La Mesa de Diálogos de Paz entre el Gobierno Nacional y la Coordinadora Nacional Ejército Bolivariano (CNEB), estructura liderada por Walter Mendoza, rechazó públicamente las denuncias relacionadas con supuestas presiones electorales en el departamento de Nariño durante la actual campaña presidencial.

A través de un pronunciamiento conjunto, las partes señalaron que las comunidades de los territorios donde existe presencia de esta organización tienen plena libertad para ejercer sus derechos políticos y participar en los procesos democráticos sin interferencias. Asimismo, indicaron que las acusaciones divulgadas recientemente carecen de sustento y no corresponden a los compromisos asumidos dentro de la mesa de conversaciones.
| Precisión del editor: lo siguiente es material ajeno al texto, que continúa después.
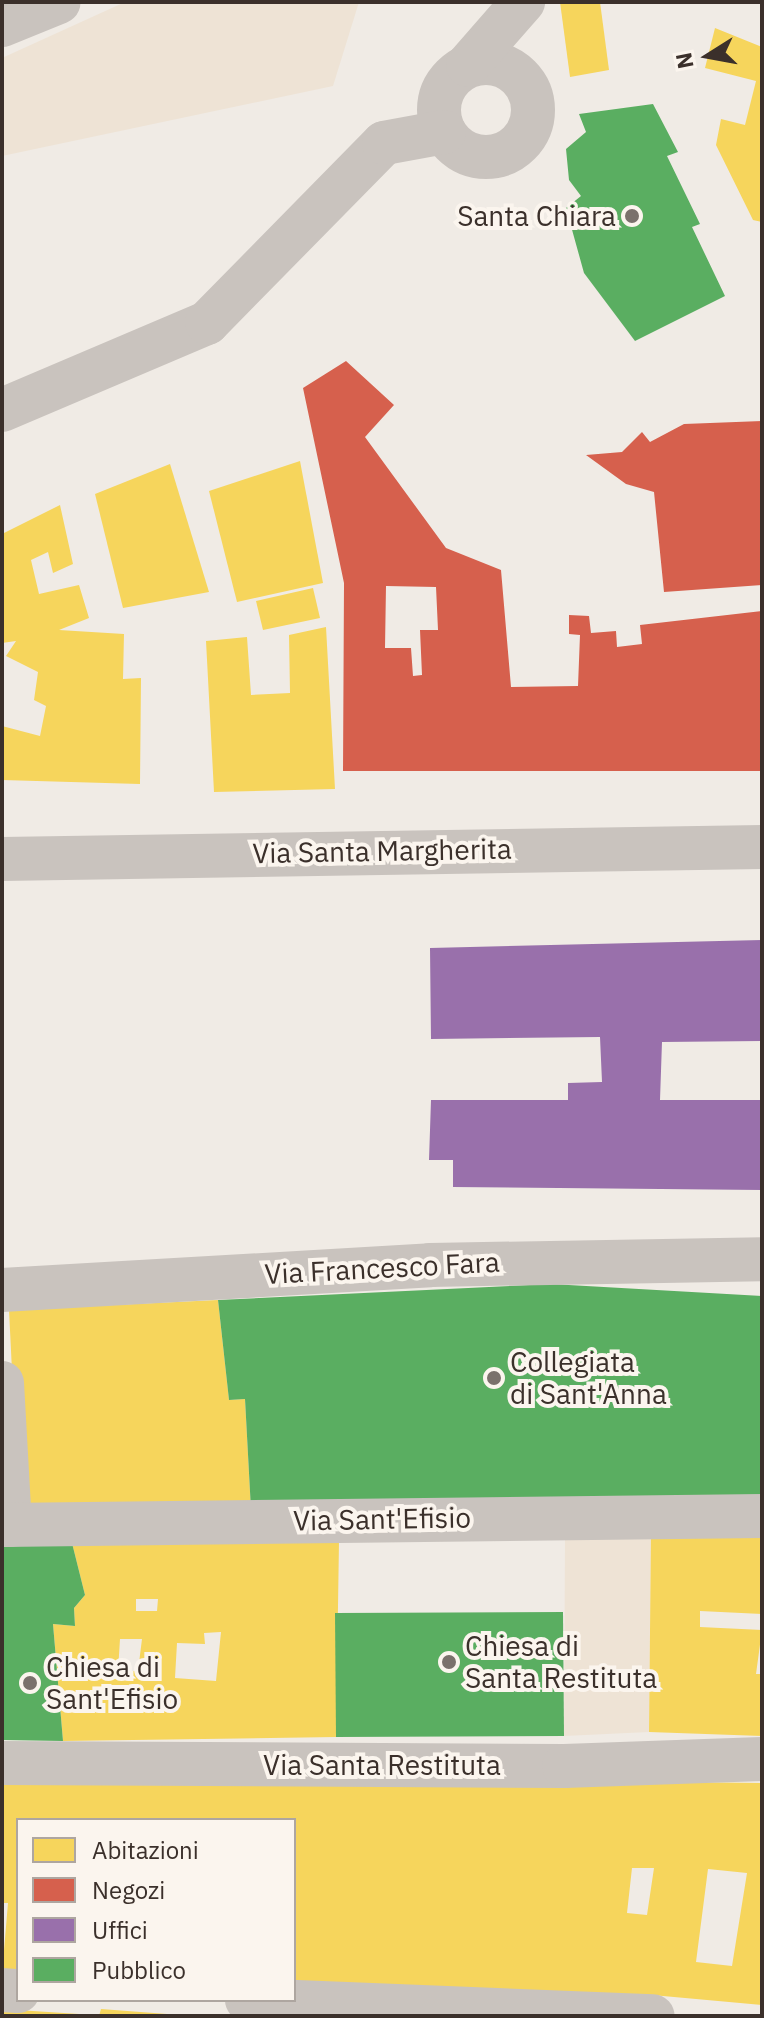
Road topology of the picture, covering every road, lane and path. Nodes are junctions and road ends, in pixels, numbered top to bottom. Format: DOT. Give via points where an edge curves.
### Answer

La controversia surge en medio del ambiente electoral previo a la segunda vuelta presidencial y de los debates sobre la influencia de los grupos armados en distintas regiones del país. Organizaciones y analistas han advertido históricamente sobre los riesgos que representa la presencia de actores armados en algunos territorios durante las jornadas electorales.

Por ahora, la mesa de diálogos insistió en que mantiene su compromiso con los acuerdos humanitarios, la transformación territorial y la construcción de paz en Nariño, mientras las autoridades continúan monitoreando las condiciones de seguridad y participación ciudadana en el departamento.